XML Agent

Some language models (like Anthropic's Claude) are particularly good at reasoning/writing XML. This goes over how to use an agent that uses XML when prompting.

tip

Use with regular LLMs, not with chat models.
Use only with unstructured tools; i.e., tools that accept a single string input.
See AgentTypes documentation for more agent types.

from langchain import hub
from langchain.agents import AgentExecutor, create_xml_agent
from langchain_anthropic.chat_models import ChatAnthropic
from langchain_community.tools.tavily_search import TavilySearchResults

API Reference:

Initialize Tools

We will initialize the tools we want to use

tools = [TavilySearchResults(max_results=1)]

Create Agent

Below we will use LangChain's built-in create_xml_agent constructor.

# Get the prompt to use - you can modify this!
prompt = hub.pull("hwchase17/xml-agent-convo")

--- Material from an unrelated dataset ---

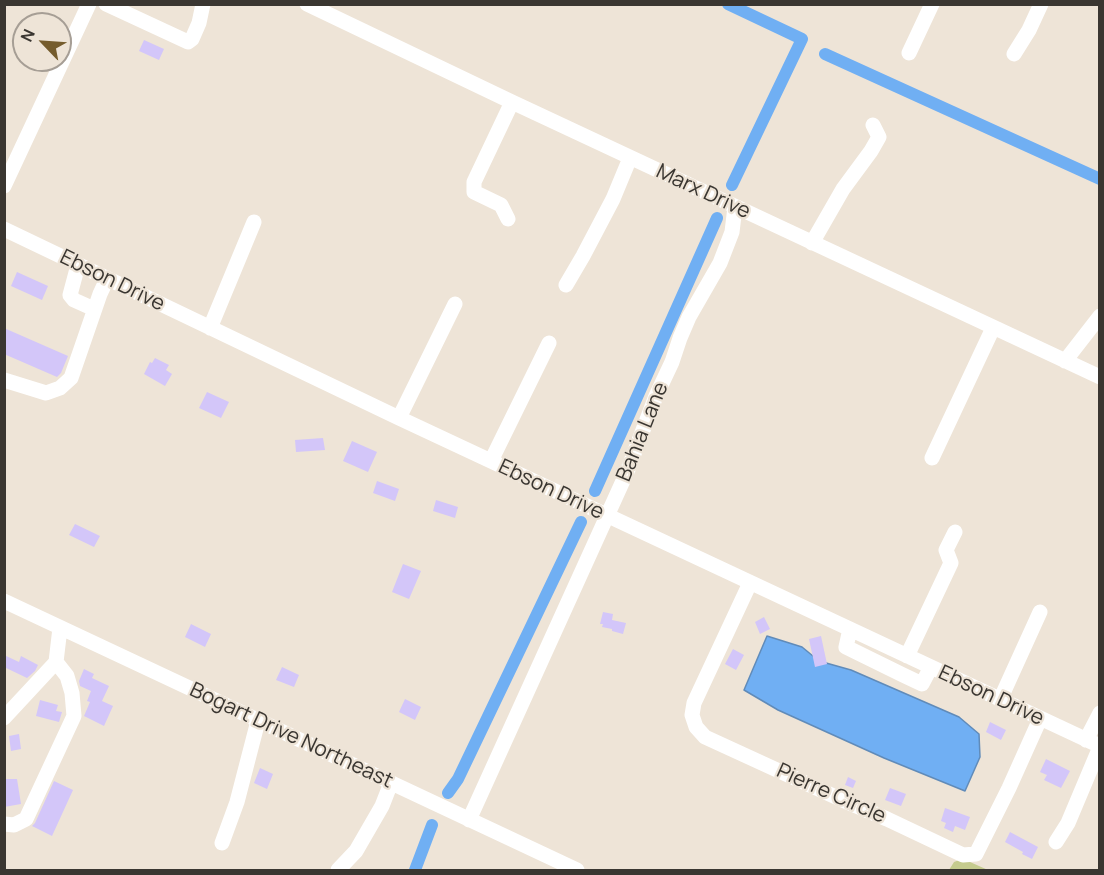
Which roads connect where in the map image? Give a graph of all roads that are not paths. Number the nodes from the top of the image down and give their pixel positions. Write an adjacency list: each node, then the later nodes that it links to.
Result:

# Choose the LLM that will drive the agent
llm = ChatAnthropic(model="claude-2.1")

# Construct the XML agent
agent = create_xml_agent(llm, tools, prompt)

Run Agent

# Create an agent executor by passing in the agent and tools
agent_executor = AgentExecutor(agent=agent, tools=tools, verbose=True)

agent_executor.invoke({"input": "what is LangChain?"})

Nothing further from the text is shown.